BEGIN DATA FOR PROCESSING
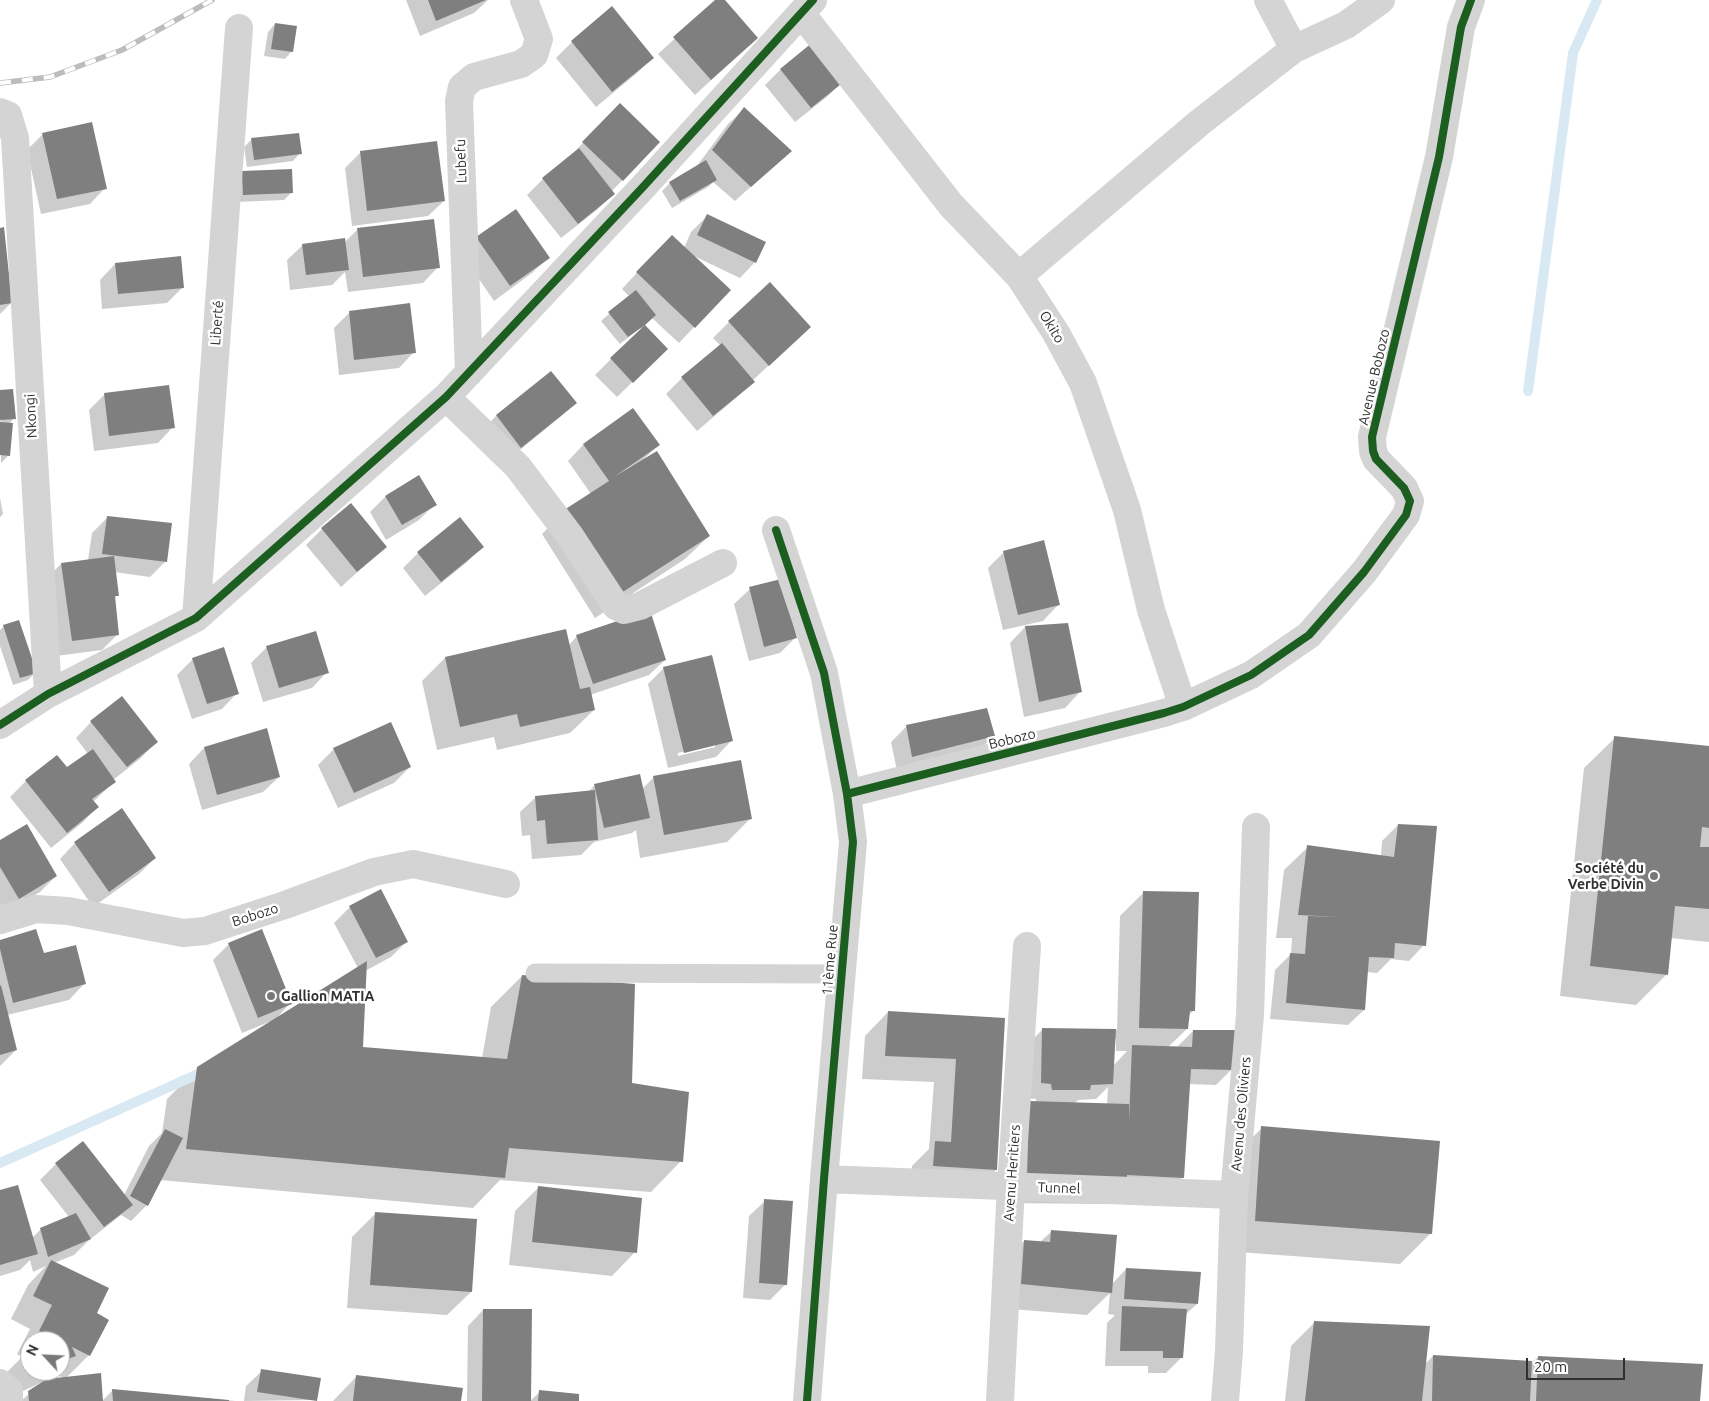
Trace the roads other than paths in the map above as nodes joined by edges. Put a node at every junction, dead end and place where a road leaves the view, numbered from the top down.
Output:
1 (524, 0) edge
2 (1268, 0) edge
3 (1381, 0) edge
4 (1471, 0) edge
5 (807, 6) edge
6 (239, 28) dead end
7 (1294, 49) junction
8 (0, 112) edge
9 (1019, 276) junction
10 (469, 373) junction
11 (446, 397) junction
12 (776, 530) dead end
13 (723, 563) dead end
14 (196, 618) junction
15 (48, 694) junction
16 (1183, 707) junction
17 (0, 725) edge
18 (847, 794) junction
19 (1256, 827) dead end
20 (506, 884) dead end
21 (0, 920) edge
22 (1027, 946) dead end
23 (535, 974) dead end
24 (841, 974) junction
25 (824, 1179) junction
26 (1011, 1186) junction
27 (1234, 1195) junction
28 (0, 1383) edge
29 (9, 1401) edge
30 (807, 1401) edge
31 (1000, 1401) edge
32 (1225, 1401) edge

1 - 10 street, Lubefu
2 - 7 street
3 - 7 street
4 - 16 street, Avenue Bobozo
5 - 9 street, Okito
5 - 10 street
6 - 14 street, Liberté
7 - 9 street
8 - 15 street, Nkongi
9 - 16 street, Okito
10 - 11 street
11 - 13 street
11 - 14 street
12 - 18 street, 11ème Rue
14 - 15 street
15 - 17 street
16 - 18 street, Bobozo
18 - 24 street, 11ème Rue
19 - 27 street, Avenu des Oliviers
20 - 21 street, Bobozo
22 - 26 street, Avenu Heritiers
23 - 24 lane
24 - 25 street, 11ème Rue
25 - 26 street, Tunnel
25 - 30 street, 11ème Rue
26 - 27 street, Tunnel
26 - 31 street, Avenu Heritiers
27 - 32 street, Avenu des Oliviers
28 - 29 street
END DATA FOR PROCESSING
**WHAT YOU SHOULD DO**
Search the data above and return each line in which "Heritiers" occurs.

**EXERCISE RESPONSE**
22 - 26 street, Avenu Heritiers
26 - 31 street, Avenu Heritiers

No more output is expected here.